Copy out the listing exactly.

=== Section Start ===

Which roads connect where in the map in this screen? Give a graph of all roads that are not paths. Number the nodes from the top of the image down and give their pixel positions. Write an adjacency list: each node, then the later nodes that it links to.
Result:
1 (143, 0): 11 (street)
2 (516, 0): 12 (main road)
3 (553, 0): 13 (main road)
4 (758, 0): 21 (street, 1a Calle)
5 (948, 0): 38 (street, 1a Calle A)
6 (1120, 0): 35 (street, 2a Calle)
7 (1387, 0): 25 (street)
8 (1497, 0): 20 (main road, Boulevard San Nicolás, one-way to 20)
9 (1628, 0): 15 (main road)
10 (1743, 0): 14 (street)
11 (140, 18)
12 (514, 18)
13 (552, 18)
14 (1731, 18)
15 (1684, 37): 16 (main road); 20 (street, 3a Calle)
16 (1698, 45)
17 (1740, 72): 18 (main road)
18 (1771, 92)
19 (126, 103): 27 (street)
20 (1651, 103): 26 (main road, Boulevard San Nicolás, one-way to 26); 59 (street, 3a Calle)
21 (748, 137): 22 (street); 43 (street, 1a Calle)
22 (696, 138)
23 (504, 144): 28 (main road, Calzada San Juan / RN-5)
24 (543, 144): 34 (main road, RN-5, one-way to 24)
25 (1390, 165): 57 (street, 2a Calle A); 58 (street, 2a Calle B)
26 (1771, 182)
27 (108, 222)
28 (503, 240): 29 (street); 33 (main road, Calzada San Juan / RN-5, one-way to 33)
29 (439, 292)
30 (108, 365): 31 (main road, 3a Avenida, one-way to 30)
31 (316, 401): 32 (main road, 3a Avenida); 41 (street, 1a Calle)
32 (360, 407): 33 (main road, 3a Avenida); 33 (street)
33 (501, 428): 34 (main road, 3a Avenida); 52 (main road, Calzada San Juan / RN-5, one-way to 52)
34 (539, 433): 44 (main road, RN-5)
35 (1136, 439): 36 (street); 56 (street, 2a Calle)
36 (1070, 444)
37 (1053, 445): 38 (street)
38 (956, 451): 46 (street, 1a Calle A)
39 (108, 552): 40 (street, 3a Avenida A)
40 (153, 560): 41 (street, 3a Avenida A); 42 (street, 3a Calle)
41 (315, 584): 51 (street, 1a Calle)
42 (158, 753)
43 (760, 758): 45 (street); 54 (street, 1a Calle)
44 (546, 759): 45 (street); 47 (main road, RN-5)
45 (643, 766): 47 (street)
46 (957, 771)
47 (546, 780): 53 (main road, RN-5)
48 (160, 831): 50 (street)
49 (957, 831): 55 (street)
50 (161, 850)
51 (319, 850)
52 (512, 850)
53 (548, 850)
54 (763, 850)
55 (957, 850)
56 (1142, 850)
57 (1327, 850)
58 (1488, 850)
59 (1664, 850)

=== Section End ===

▸ **Answer to the problem**:
Which roads connect where in the map in this screen? Give a graph of all roads that are not paths. Number the nodes from the top of the image down and give their pixel positions. Write an adjacency list: each node, then the later nodes that it links to.
Result:
1 (143, 0): 11 (street)
2 (516, 0): 12 (main road)
3 (553, 0): 13 (main road)
4 (758, 0): 21 (street, 1a Calle)
5 (948, 0): 38 (street, 1a Calle A)
6 (1120, 0): 35 (street, 2a Calle)
7 (1387, 0): 25 (street)
8 (1497, 0): 20 (main road, Boulevard San Nicolás, one-way to 20)
9 (1628, 0): 15 (main road)
10 (1743, 0): 14 (street)
11 (140, 18)
12 (514, 18)
13 (552, 18)
14 (1731, 18)
15 (1684, 37): 16 (main road); 20 (street, 3a Calle)
16 (1698, 45)
17 (1740, 72): 18 (main road)
18 (1771, 92)
19 (126, 103): 27 (street)
20 (1651, 103): 26 (main road, Boulevard San Nicolás, one-way to 26); 59 (street, 3a Calle)
21 (748, 137): 22 (street); 43 (street, 1a Calle)
22 (696, 138)
23 (504, 144): 28 (main road, Calzada San Juan / RN-5)
24 (543, 144): 34 (main road, RN-5, one-way to 24)
25 (1390, 165): 57 (street, 2a Calle A); 58 (street, 2a Calle B)
26 (1771, 182)
27 (108, 222)
28 (503, 240): 29 (street); 33 (main road, Calzada San Juan / RN-5, one-way to 33)
29 (439, 292)
30 (108, 365): 31 (main road, 3a Avenida, one-way to 30)
31 (316, 401): 32 (main road, 3a Avenida); 41 (street, 1a Calle)
32 (360, 407): 33 (main road, 3a Avenida); 33 (street)
33 (501, 428): 34 (main road, 3a Avenida); 52 (main road, Calzada San Juan / RN-5, one-way to 52)
34 (539, 433): 44 (main road, RN-5)
35 (1136, 439): 36 (street); 56 (street, 2a Calle)
36 (1070, 444)
37 (1053, 445): 38 (street)
38 (956, 451): 46 (street, 1a Calle A)
39 (108, 552): 40 (street, 3a Avenida A)
40 (153, 560): 41 (street, 3a Avenida A); 42 (street, 3a Calle)
41 (315, 584): 51 (street, 1a Calle)
42 (158, 753)
43 (760, 758): 45 (street); 54 (street, 1a Calle)
44 (546, 759): 45 (street); 47 (main road, RN-5)
45 (643, 766): 47 (street)
46 (957, 771)
47 (546, 780): 53 (main road, RN-5)
48 (160, 831): 50 (street)
49 (957, 831): 55 (street)
50 (161, 850)
51 (319, 850)
52 (512, 850)
53 (548, 850)
54 (763, 850)
55 (957, 850)
56 (1142, 850)
57 (1327, 850)
58 (1488, 850)
59 (1664, 850)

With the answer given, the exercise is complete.